The MSME ministry further stated that the Self-Reliant India Fund (SRI Fund) shall address the equity funding challenges of the MSME sector and give them a thrust to break their barriers, encourage corporatisation and allow them to grow to their full inherent potential to become global champions.
“With the government intervention, the fund would be able to channelise a diverse variety of funds into underserved MSMEs and address the growing needs of viable and high growth MSMEs,” the statement said.

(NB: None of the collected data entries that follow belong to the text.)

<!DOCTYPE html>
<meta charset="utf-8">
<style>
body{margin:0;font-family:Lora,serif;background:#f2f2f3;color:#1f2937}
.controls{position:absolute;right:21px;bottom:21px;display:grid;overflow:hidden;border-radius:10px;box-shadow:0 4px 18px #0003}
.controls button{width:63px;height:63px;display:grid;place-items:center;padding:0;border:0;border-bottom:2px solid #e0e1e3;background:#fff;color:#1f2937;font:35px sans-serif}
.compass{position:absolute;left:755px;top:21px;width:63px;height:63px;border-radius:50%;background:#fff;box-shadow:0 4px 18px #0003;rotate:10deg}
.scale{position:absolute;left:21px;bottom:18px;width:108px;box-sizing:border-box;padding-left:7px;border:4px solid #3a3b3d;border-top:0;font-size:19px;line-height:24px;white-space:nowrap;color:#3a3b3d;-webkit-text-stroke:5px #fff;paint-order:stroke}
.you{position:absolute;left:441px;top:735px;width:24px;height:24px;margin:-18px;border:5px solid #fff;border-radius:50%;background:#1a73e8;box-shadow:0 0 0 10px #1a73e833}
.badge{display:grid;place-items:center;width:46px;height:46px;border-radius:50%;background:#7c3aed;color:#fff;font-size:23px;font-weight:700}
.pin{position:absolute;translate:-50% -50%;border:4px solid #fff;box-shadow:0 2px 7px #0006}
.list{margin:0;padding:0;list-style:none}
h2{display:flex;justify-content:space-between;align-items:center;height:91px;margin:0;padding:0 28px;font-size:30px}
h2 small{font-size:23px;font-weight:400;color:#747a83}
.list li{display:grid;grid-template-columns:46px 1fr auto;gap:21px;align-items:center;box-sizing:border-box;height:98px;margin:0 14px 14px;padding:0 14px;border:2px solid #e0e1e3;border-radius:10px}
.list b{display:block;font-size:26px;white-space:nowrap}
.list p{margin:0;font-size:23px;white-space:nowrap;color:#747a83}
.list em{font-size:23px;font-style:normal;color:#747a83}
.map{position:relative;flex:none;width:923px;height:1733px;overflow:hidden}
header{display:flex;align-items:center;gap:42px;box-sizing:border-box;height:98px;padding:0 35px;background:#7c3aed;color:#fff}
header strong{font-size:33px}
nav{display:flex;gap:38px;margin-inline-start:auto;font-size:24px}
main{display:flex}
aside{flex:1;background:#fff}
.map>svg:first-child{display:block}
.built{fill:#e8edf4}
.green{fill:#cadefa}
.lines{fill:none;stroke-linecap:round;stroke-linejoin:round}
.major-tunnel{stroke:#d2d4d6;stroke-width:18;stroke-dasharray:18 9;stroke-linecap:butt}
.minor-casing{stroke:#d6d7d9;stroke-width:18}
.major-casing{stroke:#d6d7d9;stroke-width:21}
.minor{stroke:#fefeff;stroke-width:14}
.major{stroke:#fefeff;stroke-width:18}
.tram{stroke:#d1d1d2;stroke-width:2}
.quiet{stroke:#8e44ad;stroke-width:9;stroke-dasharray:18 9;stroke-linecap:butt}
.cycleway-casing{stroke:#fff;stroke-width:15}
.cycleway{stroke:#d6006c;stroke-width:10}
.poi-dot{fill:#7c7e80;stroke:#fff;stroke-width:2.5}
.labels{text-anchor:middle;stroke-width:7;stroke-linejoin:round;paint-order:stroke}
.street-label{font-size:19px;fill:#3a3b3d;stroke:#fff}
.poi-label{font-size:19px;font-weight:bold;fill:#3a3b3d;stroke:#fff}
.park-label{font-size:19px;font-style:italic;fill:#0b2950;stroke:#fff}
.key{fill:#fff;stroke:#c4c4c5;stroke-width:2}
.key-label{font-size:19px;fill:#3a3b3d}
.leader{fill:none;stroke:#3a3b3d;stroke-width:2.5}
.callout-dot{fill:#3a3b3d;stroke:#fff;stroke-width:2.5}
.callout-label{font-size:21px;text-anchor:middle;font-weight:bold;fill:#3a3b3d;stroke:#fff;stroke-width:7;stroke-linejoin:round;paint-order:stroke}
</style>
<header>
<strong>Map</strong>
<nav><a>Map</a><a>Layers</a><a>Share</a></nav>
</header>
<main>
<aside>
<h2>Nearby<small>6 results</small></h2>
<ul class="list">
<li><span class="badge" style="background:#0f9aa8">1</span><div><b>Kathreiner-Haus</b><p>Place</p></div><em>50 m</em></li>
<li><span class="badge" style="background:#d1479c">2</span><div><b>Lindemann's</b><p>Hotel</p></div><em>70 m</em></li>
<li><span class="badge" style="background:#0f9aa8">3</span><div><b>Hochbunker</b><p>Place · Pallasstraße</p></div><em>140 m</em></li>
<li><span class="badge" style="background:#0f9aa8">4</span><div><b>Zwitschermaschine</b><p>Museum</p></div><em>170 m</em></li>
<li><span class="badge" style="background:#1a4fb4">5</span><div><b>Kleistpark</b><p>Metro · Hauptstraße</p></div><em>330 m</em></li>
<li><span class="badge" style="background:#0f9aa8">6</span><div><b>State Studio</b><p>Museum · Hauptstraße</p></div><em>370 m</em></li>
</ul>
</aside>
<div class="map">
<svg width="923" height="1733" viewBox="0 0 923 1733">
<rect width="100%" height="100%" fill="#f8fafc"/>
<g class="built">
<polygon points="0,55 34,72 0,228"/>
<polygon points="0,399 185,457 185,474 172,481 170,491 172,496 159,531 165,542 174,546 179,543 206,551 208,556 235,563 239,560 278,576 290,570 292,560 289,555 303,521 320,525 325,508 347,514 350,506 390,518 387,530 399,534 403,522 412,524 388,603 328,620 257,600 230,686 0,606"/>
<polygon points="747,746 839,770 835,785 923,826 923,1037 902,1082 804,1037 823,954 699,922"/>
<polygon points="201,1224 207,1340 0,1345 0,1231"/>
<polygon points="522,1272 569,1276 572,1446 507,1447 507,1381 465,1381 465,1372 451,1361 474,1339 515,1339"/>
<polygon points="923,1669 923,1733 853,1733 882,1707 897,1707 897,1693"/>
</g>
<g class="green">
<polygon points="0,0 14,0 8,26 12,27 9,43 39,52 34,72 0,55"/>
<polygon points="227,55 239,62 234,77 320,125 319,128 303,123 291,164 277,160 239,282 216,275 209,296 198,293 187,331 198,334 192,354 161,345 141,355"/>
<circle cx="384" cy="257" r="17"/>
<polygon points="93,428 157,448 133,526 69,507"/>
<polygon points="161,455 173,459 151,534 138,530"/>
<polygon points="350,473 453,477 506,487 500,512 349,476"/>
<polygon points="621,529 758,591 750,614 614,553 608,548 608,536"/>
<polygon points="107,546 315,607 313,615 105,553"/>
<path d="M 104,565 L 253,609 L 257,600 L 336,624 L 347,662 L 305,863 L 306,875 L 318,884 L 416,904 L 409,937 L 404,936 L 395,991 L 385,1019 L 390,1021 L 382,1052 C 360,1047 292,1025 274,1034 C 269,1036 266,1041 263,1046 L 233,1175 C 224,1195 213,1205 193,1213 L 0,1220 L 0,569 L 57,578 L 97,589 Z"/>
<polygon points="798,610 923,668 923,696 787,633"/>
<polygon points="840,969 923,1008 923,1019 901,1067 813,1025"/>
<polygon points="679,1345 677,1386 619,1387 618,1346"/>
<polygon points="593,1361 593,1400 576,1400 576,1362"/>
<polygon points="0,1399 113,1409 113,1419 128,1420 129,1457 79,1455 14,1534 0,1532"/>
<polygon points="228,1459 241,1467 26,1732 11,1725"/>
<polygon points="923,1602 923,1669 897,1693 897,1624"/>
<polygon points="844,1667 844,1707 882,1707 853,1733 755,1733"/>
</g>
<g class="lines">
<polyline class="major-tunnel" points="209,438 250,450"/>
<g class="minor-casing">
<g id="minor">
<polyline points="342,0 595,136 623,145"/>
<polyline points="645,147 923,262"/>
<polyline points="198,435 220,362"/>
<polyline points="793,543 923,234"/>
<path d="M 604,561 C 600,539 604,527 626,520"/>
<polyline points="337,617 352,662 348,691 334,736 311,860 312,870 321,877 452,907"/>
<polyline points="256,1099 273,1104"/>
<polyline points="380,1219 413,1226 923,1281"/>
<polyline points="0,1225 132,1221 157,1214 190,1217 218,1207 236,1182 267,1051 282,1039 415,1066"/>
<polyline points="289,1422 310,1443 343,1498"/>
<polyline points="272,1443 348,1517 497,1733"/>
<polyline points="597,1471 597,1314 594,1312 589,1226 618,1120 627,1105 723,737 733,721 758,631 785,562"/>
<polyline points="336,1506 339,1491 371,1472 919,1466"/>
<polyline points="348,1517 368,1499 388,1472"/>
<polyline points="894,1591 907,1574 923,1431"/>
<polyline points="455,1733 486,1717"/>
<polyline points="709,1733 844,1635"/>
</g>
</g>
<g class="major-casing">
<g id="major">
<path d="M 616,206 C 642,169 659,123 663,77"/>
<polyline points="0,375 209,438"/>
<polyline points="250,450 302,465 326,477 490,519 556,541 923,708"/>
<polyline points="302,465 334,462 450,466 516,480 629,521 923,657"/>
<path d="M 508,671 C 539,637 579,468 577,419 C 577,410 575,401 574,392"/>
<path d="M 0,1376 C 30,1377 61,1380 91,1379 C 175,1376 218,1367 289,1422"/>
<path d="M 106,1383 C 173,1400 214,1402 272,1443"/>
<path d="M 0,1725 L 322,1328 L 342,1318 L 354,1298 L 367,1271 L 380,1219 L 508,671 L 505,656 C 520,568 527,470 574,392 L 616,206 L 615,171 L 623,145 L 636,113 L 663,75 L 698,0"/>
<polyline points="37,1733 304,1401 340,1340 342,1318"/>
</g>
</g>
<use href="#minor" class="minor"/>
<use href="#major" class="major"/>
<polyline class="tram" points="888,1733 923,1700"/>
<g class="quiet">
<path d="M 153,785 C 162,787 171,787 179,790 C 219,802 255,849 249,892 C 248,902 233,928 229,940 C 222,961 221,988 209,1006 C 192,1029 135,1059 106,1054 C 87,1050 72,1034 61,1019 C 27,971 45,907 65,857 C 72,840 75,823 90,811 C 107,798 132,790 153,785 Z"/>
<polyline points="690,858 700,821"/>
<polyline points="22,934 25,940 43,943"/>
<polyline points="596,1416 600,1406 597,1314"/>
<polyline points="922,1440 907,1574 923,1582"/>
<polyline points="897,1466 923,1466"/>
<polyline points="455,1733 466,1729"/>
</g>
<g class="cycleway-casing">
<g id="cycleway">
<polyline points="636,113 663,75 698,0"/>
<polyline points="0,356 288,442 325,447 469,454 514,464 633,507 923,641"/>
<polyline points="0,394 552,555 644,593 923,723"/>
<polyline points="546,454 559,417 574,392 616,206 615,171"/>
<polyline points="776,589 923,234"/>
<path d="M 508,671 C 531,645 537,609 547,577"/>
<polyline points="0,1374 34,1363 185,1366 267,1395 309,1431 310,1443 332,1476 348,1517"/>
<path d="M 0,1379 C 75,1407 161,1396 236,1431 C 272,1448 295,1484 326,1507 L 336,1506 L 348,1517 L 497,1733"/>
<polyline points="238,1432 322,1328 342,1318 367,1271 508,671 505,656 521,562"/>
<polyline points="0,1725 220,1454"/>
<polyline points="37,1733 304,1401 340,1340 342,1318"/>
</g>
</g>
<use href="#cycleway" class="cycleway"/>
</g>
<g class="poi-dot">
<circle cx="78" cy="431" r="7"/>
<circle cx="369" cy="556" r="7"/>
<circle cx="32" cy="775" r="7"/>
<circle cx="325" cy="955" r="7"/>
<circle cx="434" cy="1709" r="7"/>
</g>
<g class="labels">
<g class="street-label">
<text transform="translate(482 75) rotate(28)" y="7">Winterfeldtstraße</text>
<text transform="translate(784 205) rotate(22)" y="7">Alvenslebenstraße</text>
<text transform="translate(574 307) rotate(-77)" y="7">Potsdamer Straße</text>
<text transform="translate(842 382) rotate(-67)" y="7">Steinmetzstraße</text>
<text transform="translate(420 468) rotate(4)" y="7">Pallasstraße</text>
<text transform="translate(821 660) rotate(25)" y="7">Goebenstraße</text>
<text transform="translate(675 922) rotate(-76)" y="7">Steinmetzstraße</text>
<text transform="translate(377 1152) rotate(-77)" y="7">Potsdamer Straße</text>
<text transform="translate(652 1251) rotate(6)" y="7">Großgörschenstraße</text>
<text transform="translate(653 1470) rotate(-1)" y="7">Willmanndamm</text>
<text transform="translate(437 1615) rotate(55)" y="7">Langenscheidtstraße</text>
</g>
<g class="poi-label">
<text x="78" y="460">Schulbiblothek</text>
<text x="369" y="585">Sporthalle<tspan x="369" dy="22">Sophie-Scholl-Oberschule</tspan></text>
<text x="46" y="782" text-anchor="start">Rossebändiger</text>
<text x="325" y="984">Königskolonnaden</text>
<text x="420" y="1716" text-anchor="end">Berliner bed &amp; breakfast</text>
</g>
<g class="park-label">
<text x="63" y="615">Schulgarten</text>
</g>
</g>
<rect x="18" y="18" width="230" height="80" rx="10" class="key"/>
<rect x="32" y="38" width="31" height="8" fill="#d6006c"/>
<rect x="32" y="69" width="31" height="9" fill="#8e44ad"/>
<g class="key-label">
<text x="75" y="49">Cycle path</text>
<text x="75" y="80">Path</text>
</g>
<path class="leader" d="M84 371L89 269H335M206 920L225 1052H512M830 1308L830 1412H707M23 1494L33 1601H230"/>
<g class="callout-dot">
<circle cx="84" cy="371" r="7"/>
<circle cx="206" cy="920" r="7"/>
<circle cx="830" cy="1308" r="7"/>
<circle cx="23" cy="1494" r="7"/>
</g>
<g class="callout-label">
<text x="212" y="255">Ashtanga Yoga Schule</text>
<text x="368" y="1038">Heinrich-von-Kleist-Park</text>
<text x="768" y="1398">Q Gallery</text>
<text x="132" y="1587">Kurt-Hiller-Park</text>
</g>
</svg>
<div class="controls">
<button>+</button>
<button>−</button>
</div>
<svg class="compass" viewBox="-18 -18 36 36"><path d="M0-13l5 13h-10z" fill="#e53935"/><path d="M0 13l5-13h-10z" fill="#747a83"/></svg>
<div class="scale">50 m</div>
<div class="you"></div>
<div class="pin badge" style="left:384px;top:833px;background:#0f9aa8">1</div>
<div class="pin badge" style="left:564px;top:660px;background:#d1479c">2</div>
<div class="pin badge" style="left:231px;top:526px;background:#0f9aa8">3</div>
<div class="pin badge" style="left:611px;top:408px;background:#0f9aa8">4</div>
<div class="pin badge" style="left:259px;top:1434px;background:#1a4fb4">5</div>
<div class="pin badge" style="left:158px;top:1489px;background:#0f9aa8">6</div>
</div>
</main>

Finance Minister had announced the creation of a Fund of Funds for the MSMEs under the Atmanirbhar Bharat package to address the severe shortage being faced by them in securing growth capital.
Consequently, NSIC Venture Capital Fund Limited (NVCFL), a 100 per cent subsidiary of National Small Industries Corporation Limited – NSIC, was incorporated.
The fund was anchored by NVCFL with the target corpus of Rs 10,006 crore and the object of supporting Daughter Funds for onward provision to MSMEs as growth capital, through equity, quasi-equity, and debt, as permitted under the AIF Regulations.
The fund would, inter alia, be invested by the Ministry of MSME as the anchor investor and NSIC as the sponsor.
SBICAP Ventures Limited (SVL) has been appointed as the Investment Manager and Khaitan and Company have been appointed as the legal advisor to NVCFL.
The Private Placement Memorandum filed by NVCFL with the Securities and Exchange Board of India to register SRI Fund as a Category II Alternative Investment Fund was registered by SEBI on 1 September 2021.